XML/HTML examples

HTML

Python has numerous libraries for reading and writing data in the ubiquitous HTML and XML formats. Examples are lxml, Beautiful Soup and html5lib. While lxml is generally comparatively much faster, the other libraries are better at handling corrupted HTML or XML files.

pandas has a built-in function, read_html, which uses libraries like lxml, html5lib and Beautiful Soup to automatically parse tables from HTML files as DataFrame objects. These have to be installed additionally. With Spack you can provide lxml, BeautifulSoup and html5lib in your kernel:

$ spack env activate python-311
$ spack install py-lxml py-beautifulsoup4~html5lib~lxml py-html5lib

Alternatively, you can install BeautifulSoup with other package managers, for example

$ pipenv install lxml beautifulsoup4 html5lib

To show how this works, I use an HTML file from Wikipedia that gives an overview of different serialisation formats.

[1]:
import pandas as pd


tables = pd.read_html("https://en.wikipedia.org/wiki/Comparison_of_data-serialization_formats")
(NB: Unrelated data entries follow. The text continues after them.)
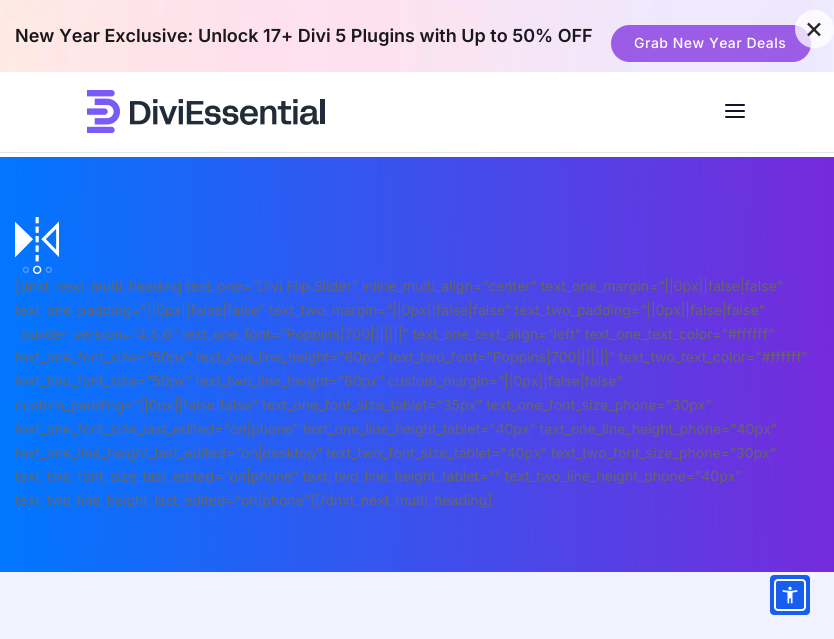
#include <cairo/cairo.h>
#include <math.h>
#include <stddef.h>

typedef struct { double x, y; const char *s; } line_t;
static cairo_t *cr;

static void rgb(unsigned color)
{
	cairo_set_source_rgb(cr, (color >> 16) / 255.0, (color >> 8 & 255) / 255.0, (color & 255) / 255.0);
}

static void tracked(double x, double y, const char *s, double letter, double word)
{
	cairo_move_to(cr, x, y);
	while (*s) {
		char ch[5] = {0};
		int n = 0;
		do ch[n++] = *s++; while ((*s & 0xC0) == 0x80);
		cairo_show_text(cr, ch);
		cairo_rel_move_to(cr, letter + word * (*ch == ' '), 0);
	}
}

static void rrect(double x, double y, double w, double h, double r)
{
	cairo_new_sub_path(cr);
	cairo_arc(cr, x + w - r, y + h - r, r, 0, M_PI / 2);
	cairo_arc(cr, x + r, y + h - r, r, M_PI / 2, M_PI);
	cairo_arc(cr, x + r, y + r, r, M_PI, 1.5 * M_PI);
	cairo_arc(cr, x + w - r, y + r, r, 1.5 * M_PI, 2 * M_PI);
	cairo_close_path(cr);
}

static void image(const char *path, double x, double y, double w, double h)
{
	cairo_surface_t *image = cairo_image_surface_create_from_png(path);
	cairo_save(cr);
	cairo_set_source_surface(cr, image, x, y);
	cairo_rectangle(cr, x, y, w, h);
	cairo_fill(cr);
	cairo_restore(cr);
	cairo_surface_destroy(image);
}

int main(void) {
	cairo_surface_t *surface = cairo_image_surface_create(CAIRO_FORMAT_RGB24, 834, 639);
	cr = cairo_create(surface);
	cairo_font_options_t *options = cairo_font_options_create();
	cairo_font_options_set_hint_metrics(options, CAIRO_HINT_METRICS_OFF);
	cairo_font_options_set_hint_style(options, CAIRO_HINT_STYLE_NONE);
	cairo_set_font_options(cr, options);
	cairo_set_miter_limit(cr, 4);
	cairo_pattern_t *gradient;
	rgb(0xffffff);
	cairo_paint(cr);
	image("img/2.png", 833, 0, 1, 72);
	image("img/1.png", 0, 0, 834, 72);
	rgb(0x9b5de5);
	rrect(611, 25, 200, 37, 18.5);
	cairo_fill(cr);
	cairo_set_source_rgba(cr, 1, 1, 1, 0.75);
	rrect(795, 10, 39, 38, 19);
	cairo_fill(cr);
	rgb(0xe6e6e6);
	cairo_rectangle(cr, 0, 152, 834, 1);
	cairo_fill(cr);
	image("img/3.png", 87, 90, 238, 43);
	image("img/4.png", 725, 104, 20, 14);
	gradient = cairo_pattern_create_linear(-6.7, 379, 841, 350);
	cairo_pattern_add_color_stop_rgba(gradient, 0, 0, 0.467, 1, 1);
	cairo_pattern_add_color_stop_rgba(gradient, 1, 0.467, 0.165, 0.859, 1);
	cairo_set_source(cr, gradient);
	cairo_pattern_destroy(gradient);
	cairo_rectangle(cr, 0, 157, 834, 415);
	cairo_fill(cr);
	image("img/5.png", 15, 217, 44, 57);
	rgb(0xf1f1ff);
	cairo_rectangle(cr, 0, 572, 834, 67);
	cairo_fill(cr);
	rgb(0x155eef);
	rrect(770, 575, 40, 40, 4);
	cairo_fill(cr);
	rrect(775, 580, 30, 30, 3);
	rgb(0xffffff);
	cairo_stroke(cr);
	image("img/6.png", 782, 586, 16, 18);
	cairo_select_font_face(cr, "Inter SemiBold", CAIRO_FONT_SLANT_NORMAL, CAIRO_FONT_WEIGHT_NORMAL);
	cairo_set_font_size(cr, 18);
	rgb(0x18181d);
	cairo_move_to(cr, 15, 42);
	cairo_show_text(cr, "New Year Exclusive: Unlock 17+ Divi 5 Plugins with Up to 50% OFF");
	cairo_select_font_face(cr, "Inter Medium", CAIRO_FONT_SLANT_NORMAL, CAIRO_FONT_WEIGHT_NORMAL);
	cairo_set_font_size(cr, 14);
	rgb(0xffffff);
	tracked(634, 48, "Grab New Year Deals", 0.5, 0);
	cairo_select_font_face(cr, "Inter", CAIRO_FONT_SLANT_NORMAL, CAIRO_FONT_WEIGHT_NORMAL);
	cairo_set_font_size(cr, 30);
	rgb(0x27272a);
	cairo_move_to(cr, 804, 38);
	cairo_show_text(cr, "×");
	cairo_set_font_size(cr, 14);
	rgb(0x666666);
	{
		static const line_t items[] = {
			{15, 291, "[dnxt_next_multi_heading text_one=”Divi Flip Slider” inline_multi_align=”center” text_one_margin=”||0px||false|false”"},
			{15, 315, "text_one_padding=”||0px||false|false” text_two_margin=”||0px||false|false” text_two_padding=”||0px||false|false”"},
			{15, 339, "_builder_version=”4.5.6″ text_one_font=”Poppins|700|||||||” text_one_text_align=”left” text_one_text_color=”#ffffff”"},
			{15, 362, "text_one_font_size=”50px” text_one_line_height=”60px” text_two_font=”Poppins|700|||||||” text_two_text_color=”#ffffff”"},
			{15, 386, "text_two_font_size=”50px” text_two_line_height=”60px” custom_margin=”||0px||false|false”"},
			{15, 410, "custom_padding=”||0px||false|false” text_one_font_size_tablet=”35px” text_one_font_size_phone=”30px”"},
			{15, 434, "text_one_font_size_last_edited=”on|phone” text_one_line_height_tablet=”40px” text_one_line_height_phone=”40px”"},
			{15, 458, "text_one_line_height_last_edited=”on|desktop” text_two_font_size_tablet=”40px” text_two_font_size_phone=”30px”"},
			{15, 481, "text_two_font_size_last_edited=”on|phone” text_two_line_height_tablet=”” text_two_line_height_phone=”40px”"},
			{15, 505, "text_two_line_height_last_edited=”on|phone”][/dnxt_next_multi_heading]"},
		};
		for (size_t i = 0; i < sizeof items / sizeof *items; i++) {
			cairo_move_to(cr, items[i].x, items[i].y);
			cairo_show_text(cr, items[i].s);
		}
	}
	cairo_surface_write_to_png(surface, "page.png");
	cairo_font_options_destroy(options);
	cairo_destroy(cr);
	cairo_surface_destroy(surface);
	return 0;
}
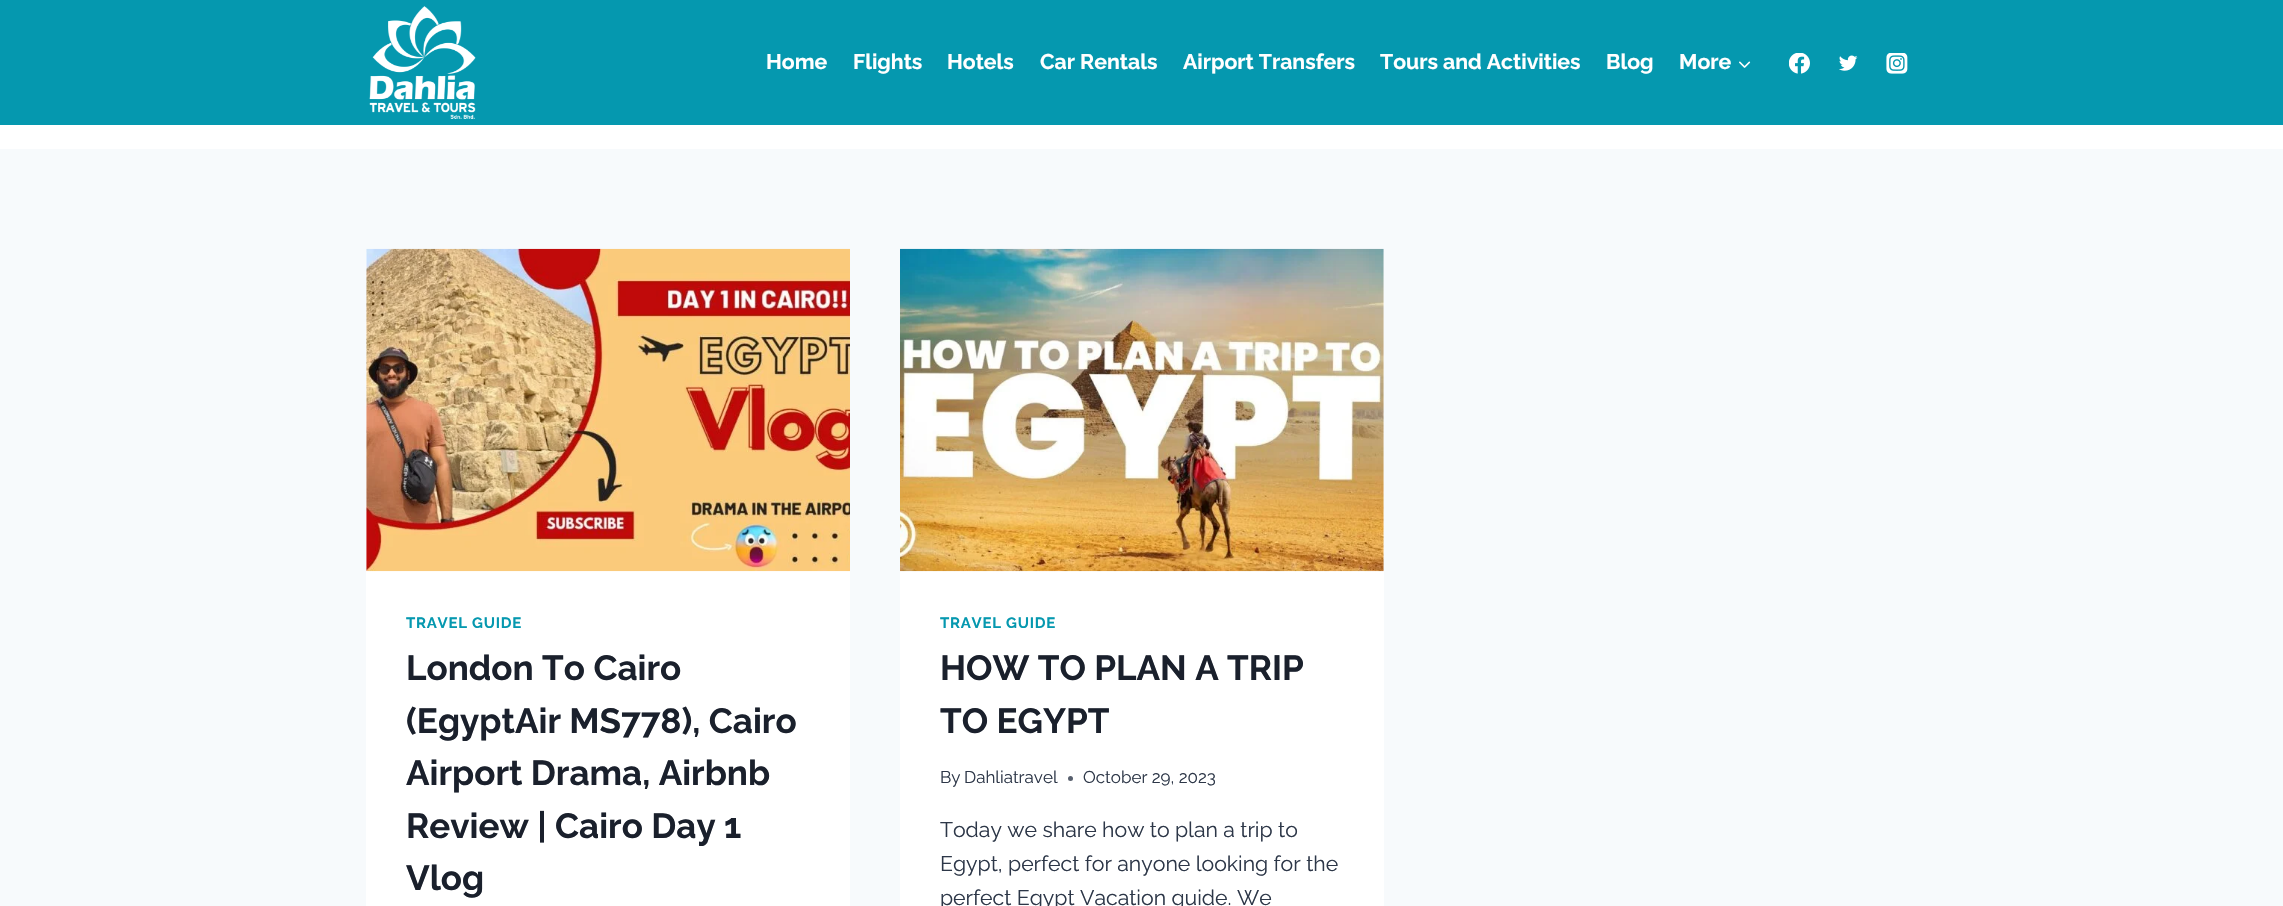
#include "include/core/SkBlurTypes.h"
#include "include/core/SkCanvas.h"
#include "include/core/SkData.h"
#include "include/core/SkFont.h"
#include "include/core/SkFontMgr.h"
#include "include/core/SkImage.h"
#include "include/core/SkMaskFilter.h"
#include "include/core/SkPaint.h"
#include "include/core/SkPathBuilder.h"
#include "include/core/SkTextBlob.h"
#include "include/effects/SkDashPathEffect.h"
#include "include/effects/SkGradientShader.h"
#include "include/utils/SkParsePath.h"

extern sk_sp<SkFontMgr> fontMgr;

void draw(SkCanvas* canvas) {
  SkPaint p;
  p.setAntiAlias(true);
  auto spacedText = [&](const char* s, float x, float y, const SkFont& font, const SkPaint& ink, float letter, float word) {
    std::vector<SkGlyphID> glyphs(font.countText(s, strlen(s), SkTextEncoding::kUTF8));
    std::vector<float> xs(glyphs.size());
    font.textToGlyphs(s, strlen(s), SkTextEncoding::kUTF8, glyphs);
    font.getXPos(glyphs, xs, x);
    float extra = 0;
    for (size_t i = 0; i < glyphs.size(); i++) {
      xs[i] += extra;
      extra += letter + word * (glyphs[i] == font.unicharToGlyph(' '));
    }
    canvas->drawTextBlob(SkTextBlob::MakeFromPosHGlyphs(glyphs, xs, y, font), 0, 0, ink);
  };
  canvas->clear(SkColorSetRGB(247, 250, 252));
  p.setColor(SK_ColorWHITE);
  canvas->drawRect(SkRect::MakeLTRB(0, 125, 2283, 149), p);
  p.setColor(SkColorSetRGB(5, 152, 175));
  canvas->drawRect(SkRect::MakeLTRB(0, 0, 2283, 125), p);
  canvas->drawImageRect(SkImages::DeferredFromEncodedData(SkData::MakeFromFileName("images/1.png")), SkRect::MakeLTRB(369, 6, 476, 119), SkSamplingOptions());
  canvas->drawImageRect(SkImages::DeferredFromEncodedData(SkData::MakeFromFileName("images/2.png")), SkRect::MakeLTRB(1739, 61, 1751, 68), SkSamplingOptions());
  canvas->drawImageRect(SkImages::DeferredFromEncodedData(SkData::MakeFromFileName("images/3.png")), SkRect::MakeLTRB(1789, 53, 1810, 74), SkSamplingOptions());
  canvas->drawImageRect(SkImages::DeferredFromEncodedData(SkData::MakeFromFileName("images/4.png")), SkRect::MakeLTRB(1839, 55, 1858, 71), SkSamplingOptions());
  canvas->drawImageRect(SkImages::DeferredFromEncodedData(SkData::MakeFromFileName("images/5.png")), SkRect::MakeLTRB(1886, 53, 1908, 74), SkSamplingOptions());
  p.setColor(SK_ColorWHITE);
  canvas->drawRoundRect(SkRect::MakeLTRB(366, 249, 850, 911), 5, 5, p);
  canvas->drawImageRect(SkImages::DeferredFromEncodedData(SkData::MakeFromFileName("images/6.png")), SkRect::MakeLTRB(366, 248, 850, 572), SkSamplingOptions());
  canvas->drawRoundRect(SkRect::MakeLTRB(900, 249, 1384, 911), 5, 5, p);
  canvas->drawImageRect(SkImages::DeferredFromEncodedData(SkData::MakeFromFileName("images/7.png")), SkRect::MakeLTRB(900, 248, 1384, 572), SkSamplingOptions());
  p.setColor(SkColorSetRGB(87, 95, 109));
  canvas->drawCircle(1070.5f, 778.5f, 2.5f, p);
  SkFont font1(fontMgr->matchFamilyStyle("Raleway", SkFontStyle::Bold()), 21.25f);
  font1.setSubpixel(true);
  p.setColor(SK_ColorWHITE);
  canvas->drawString("Home", 766, 69, font1, p);
  canvas->drawString("Flights", 853, 69, font1, p);
  canvas->drawString("Hotels", 947, 69, font1, p);
  canvas->drawString("Car Rentals", 1040, 69, font1, p);
  canvas->drawString("Airport Transfers", 1183, 69, font1, p);
  canvas->drawString("Tours and Activities", 1380, 69, font1, p);
  canvas->drawString("Blog", 1606, 69, font1, p);
  canvas->drawString("More", 1679, 69, font1, p);
  SkFont font2(fontMgr->matchFamilyStyle("Raleway", SkFontStyle::Bold()), 15);
  font2.setSubpixel(true);
  p.setColor(SkColorSetRGB(5, 152, 175));
  spacedText("TRAVEL GUIDE", 406, 628, font2, p, 0.75f, 0);
  SkFont font3(fontMgr->matchFamilyStyle("Raleway", SkFontStyle::Bold()), 35);
  font3.setSubpixel(true);
  p.setColor(SkColorSetRGB(26, 32, 44));
  canvas->drawString("London To Cairo", 406, 680, font3, p);
  canvas->drawString("(EgyptAir MS778), Cairo", 406, 733, font3, p);
  canvas->drawString("Airport Drama, Airbnb", 406, 785, font3, p);
  canvas->drawString("Review | Cairo Day 1", 406, 838, font3, p);
  canvas->drawString("Vlog", 406, 890, font3, p);
  p.setColor(SkColorSetRGB(5, 152, 175));
  spacedText("TRAVEL GUIDE", 940, 628, font2, p, 0.75f, 0);
  p.setColor(SkColorSetRGB(26, 32, 44));
  canvas->drawString("HOW TO PLAN A TRIP", 940, 680, font3, p);
  canvas->drawString("TO EGYPT", 940, 733, font3, p);
  SkFont font4(fontMgr->matchFamilyStyle("Raleway", SkFontStyle::Normal()), 17);
  font4.setSubpixel(true);
  p.setColor(SkColorSetRGB(45, 55, 72));
  canvas->drawString("By", 940, 783, font4, p);
  canvas->drawString("Dahliatravel", 964, 783, font4, p);
  canvas->drawString("October 29, 2023", 1083, 783, font4, p);
  SkFont font5(fontMgr->matchFamilyStyle("Raleway", SkFontStyle::Normal()), 21.25f);
  font5.setSubpixel(true);
  canvas->drawString("Today we share how to plan a trip to", 940, 837, font5, p);
  canvas->drawString("Egypt, perfect for anyone looking for the", 940, 871, font5, p);
  canvas->drawString("perfect Egypt Vacation guide. We", 940, 905, font5, p);
}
The pandas.read_html function has a number of options, but by default it looks for and tries to parse all table data contained in <table> tags. The result is a list of DataFrame objects:

[2]:
len(tables)
[2]:
3
[3]:
formats = tables[0]

formats.head()
[3]:
Name Creator-maintainer Based on Standardized?[definition needed] Specification Binary? Human-readable? Supports references?e Schema-IDL? Standard APIs Supports zero-copy operations
0 Apache Avro Apache Software Foundation No Apache Avro™ Specification Yes Partialg Built-in C, C#, C++, Java, PHP, Python, Ruby
1 Apache Parquet Apache Software Foundation No Apache Parquet Yes No No Java, Python, C++ No
2 ASN.1 ISO, IEC, ITU-T Yes ISO/IEC 8824 / ITU-T X.680 (syntax) and ISO/IE... BER, DER, PER, OER, or custom via ECN XER, JER, GSER, or custom via ECN Yesf Built-in OER
3 Bencode Bram Cohen (creator) BitTorrent, Inc. (maintai... De facto as BEP Part of BitTorrent protocol specification Except numbers and delimiters, being ASCII No No No No No
4 Binn Bernardo Ramos JSON (loosely) No Binn Specification Yes No No No No Yes

From here we can do some data cleansing and analysis, such as the number of different schema IDLs:

[4]:
formats["Schema-IDL?"].value_counts()
[4]:
Schema-IDL?
No                                                                                         15
Yes                                                                                         5
Built-in                                                                                    4
Schema WD                                                                                   1
Partial (Kwalify, Rx, built-in language type-defs)                                          1
XML schema, RELAX NG                                                                        1
WSDL, XML schema                                                                            1
Partial (JSON Schema Proposal, other JSON schemas/IDLs)                                     1
?                                                                                           1
Ion schema                                                                                  1
Partial (JSON Schema Proposal, ASN.1 with JER, Kwalify, Rx, Itemscript Schema), JSON-LD     1
—                                                                                           1
XML schema                                                                                  1
XML Schema                                                                                  1
Partial (Signature strings)                                                                 1
CDDL                                                                                        1
Schema-IDL?                                                                                 1
Name: count, dtype: int64

XML

pandas has a function read_xml, which makes reading XML files very easy:

[5]:
pd.read_xml("books.xml")
[5]:
id title language author license date
0 1 Python basics en Veit Schiele BSD-3-Clause 2021-10-28
1 2 Jupyter Tutorial en Veit Schiele BSD-3-Clause 2019-06-27
2 3 Jupyter Tutorial de Veit Schiele BSD-3-Clause 2020-10-26
3 4 PyViz Tutorial en Veit Schiele BSD-3-Clause 2020-04-13

lxml

Alternatively, lxml.objectify can be used first to parse XML files. In doing so, we get a reference to the root node of the XML file with getroot:

[6]:
from lxml import objectify


parsed = objectify.parse(open("books.xml"))
root = parsed.getroot()
[7]:
books = []

for element in root.book:
    data = {}
    for child in element.getchildren():
        data[child.tag] = child.pyval
    books.append(data)
[8]:
pd.DataFrame(books)
[8]:
title language author license date
0 Python basics en Veit Schiele BSD-3-Clause 2021-10-28
1 Jupyter Tutorial en Veit Schiele BSD-3-Clause 2019-06-27
2 Jupyter Tutorial de Veit Schiele BSD-3-Clause 2020-10-26
3 PyViz Tutorial en Veit Schiele BSD-3-Clause 2020-04-13